• **Your task**: Copy each line of the records that includes "HAWTHORNE".

Collection entries:

══════════════════════════════

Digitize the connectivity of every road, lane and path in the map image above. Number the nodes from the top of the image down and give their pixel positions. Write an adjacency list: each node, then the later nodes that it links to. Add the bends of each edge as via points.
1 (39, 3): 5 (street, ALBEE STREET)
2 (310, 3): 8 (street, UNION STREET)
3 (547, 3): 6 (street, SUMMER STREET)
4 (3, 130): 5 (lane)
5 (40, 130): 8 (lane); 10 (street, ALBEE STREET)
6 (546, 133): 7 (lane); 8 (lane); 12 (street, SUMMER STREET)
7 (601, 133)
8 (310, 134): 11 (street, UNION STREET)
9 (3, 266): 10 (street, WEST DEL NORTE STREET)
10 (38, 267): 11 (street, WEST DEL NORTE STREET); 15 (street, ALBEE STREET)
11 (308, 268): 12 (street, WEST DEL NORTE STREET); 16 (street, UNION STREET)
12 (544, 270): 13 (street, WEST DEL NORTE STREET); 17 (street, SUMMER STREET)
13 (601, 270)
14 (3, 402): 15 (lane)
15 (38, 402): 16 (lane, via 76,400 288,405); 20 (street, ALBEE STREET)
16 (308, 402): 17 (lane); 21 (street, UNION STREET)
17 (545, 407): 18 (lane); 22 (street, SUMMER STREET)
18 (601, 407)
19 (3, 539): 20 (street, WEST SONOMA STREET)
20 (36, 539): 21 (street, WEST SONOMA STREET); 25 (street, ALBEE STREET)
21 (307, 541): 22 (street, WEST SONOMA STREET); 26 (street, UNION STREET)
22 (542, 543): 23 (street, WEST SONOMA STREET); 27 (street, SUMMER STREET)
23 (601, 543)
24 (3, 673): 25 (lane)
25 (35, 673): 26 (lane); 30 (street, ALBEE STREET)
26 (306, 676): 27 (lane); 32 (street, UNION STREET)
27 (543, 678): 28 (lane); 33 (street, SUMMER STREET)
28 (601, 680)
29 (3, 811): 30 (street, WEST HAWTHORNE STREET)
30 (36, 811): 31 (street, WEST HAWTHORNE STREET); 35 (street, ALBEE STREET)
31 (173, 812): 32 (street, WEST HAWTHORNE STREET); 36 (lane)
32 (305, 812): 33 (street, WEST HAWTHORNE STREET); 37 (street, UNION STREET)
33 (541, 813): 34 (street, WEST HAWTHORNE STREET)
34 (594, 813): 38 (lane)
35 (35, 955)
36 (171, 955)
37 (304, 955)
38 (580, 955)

══════════════════════════════

• **Reply to the exercise**:
29 (3, 811): 30 (street, WEST HAWTHORNE STREET)
30 (36, 811): 31 (street, WEST HAWTHORNE STREET); 35 (street, ALBEE STREET)
31 (173, 812): 32 (street, WEST HAWTHORNE STREET); 36 (lane)
32 (305, 812): 33 (street, WEST HAWTHORNE STREET); 37 (street, UNION STREET)
33 (541, 813): 34 (street, WEST HAWTHORNE STREET)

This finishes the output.